* [Records provided]:
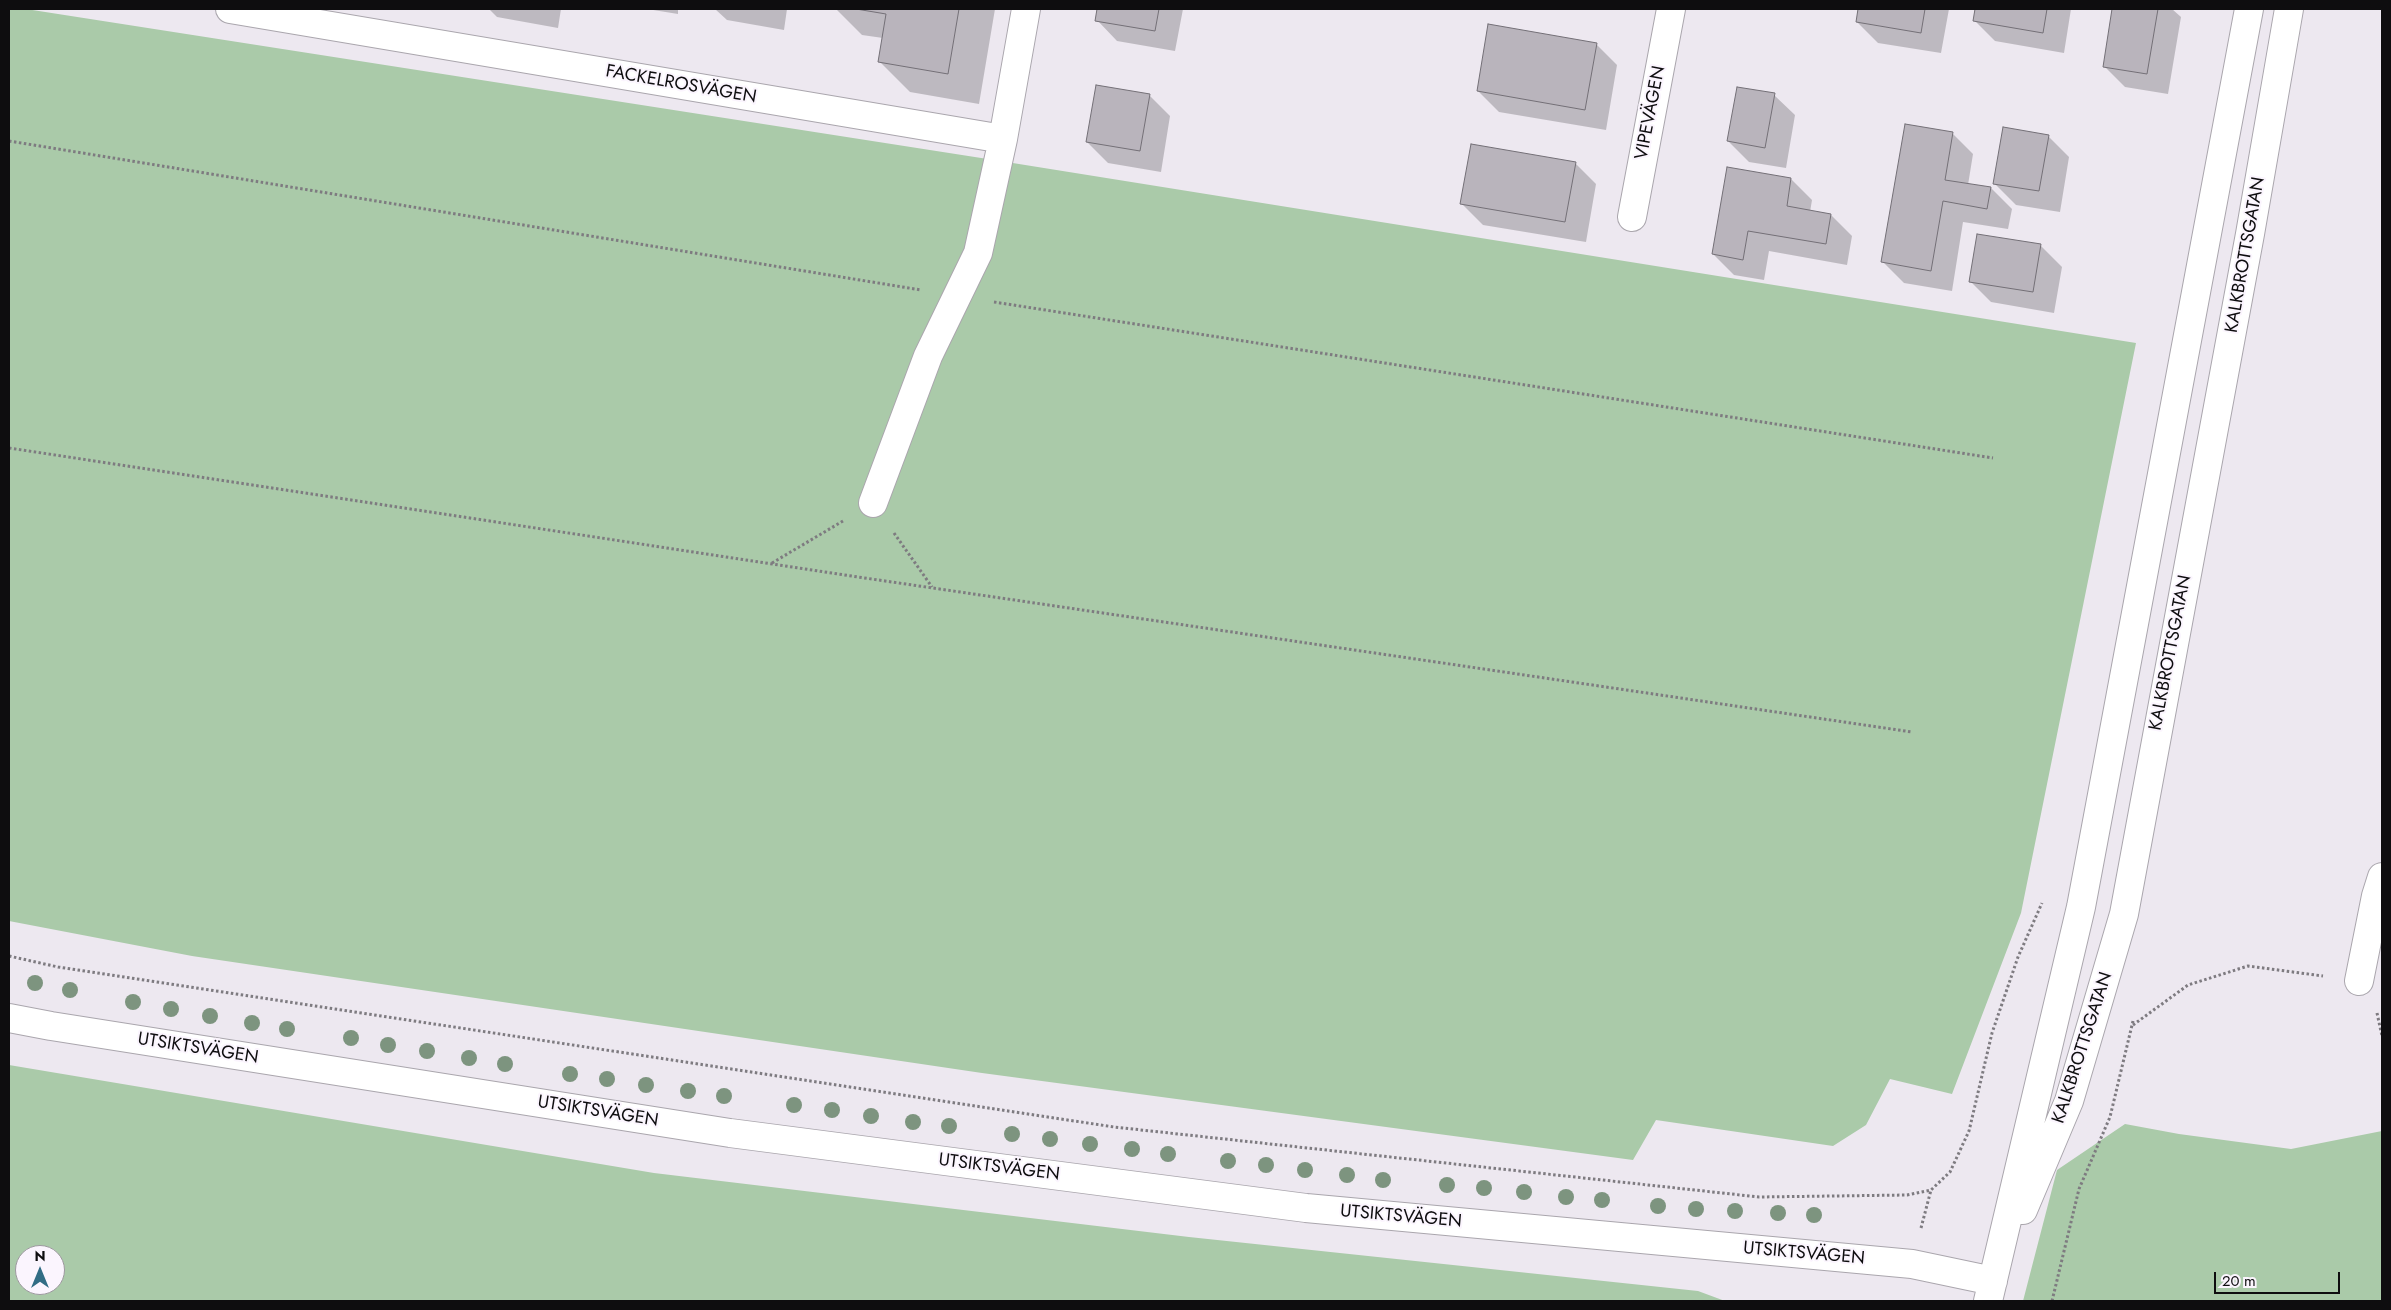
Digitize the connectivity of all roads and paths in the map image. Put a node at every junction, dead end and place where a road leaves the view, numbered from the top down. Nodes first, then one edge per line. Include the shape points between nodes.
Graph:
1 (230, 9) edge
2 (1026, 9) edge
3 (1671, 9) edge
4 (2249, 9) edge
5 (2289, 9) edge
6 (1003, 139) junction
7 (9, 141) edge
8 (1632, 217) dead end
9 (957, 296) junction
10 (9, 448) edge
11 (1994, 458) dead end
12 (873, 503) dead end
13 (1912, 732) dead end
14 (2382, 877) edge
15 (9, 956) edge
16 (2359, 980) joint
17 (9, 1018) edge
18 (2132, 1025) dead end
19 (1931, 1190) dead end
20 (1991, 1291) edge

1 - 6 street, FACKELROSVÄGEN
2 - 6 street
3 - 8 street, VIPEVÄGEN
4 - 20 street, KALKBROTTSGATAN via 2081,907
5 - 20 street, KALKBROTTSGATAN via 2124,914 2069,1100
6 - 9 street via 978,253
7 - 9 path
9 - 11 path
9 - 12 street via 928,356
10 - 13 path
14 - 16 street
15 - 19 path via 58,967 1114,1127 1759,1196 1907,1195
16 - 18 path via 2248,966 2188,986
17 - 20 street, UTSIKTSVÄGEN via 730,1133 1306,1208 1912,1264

* [Task requirements]: Restate the entries above word for word, minus the pictures.

* [Task answer]:
Digitize the connectivity of all roads and paths in the map image. Put a node at every junction, dead end and place where a road leaves the view, numbered from the top down. Nodes first, then one edge per line. Include the shape points between nodes.
Graph:
1 (230, 9) edge
2 (1026, 9) edge
3 (1671, 9) edge
4 (2249, 9) edge
5 (2289, 9) edge
6 (1003, 139) junction
7 (9, 141) edge
8 (1632, 217) dead end
9 (957, 296) junction
10 (9, 448) edge
11 (1994, 458) dead end
12 (873, 503) dead end
13 (1912, 732) dead end
14 (2382, 877) edge
15 (9, 956) edge
16 (2359, 980) joint
17 (9, 1018) edge
18 (2132, 1025) dead end
19 (1931, 1190) dead end
20 (1991, 1291) edge

1 - 6 street, FACKELROSVÄGEN
2 - 6 street
3 - 8 street, VIPEVÄGEN
4 - 20 street, KALKBROTTSGATAN via 2081,907
5 - 20 street, KALKBROTTSGATAN via 2124,914 2069,1100
6 - 9 street via 978,253
7 - 9 path
9 - 11 path
9 - 12 street via 928,356
10 - 13 path
14 - 16 street
15 - 19 path via 58,967 1114,1127 1759,1196 1907,1195
16 - 18 path via 2248,966 2188,986
17 - 20 street, UTSIKTSVÄGEN via 730,1133 1306,1208 1912,1264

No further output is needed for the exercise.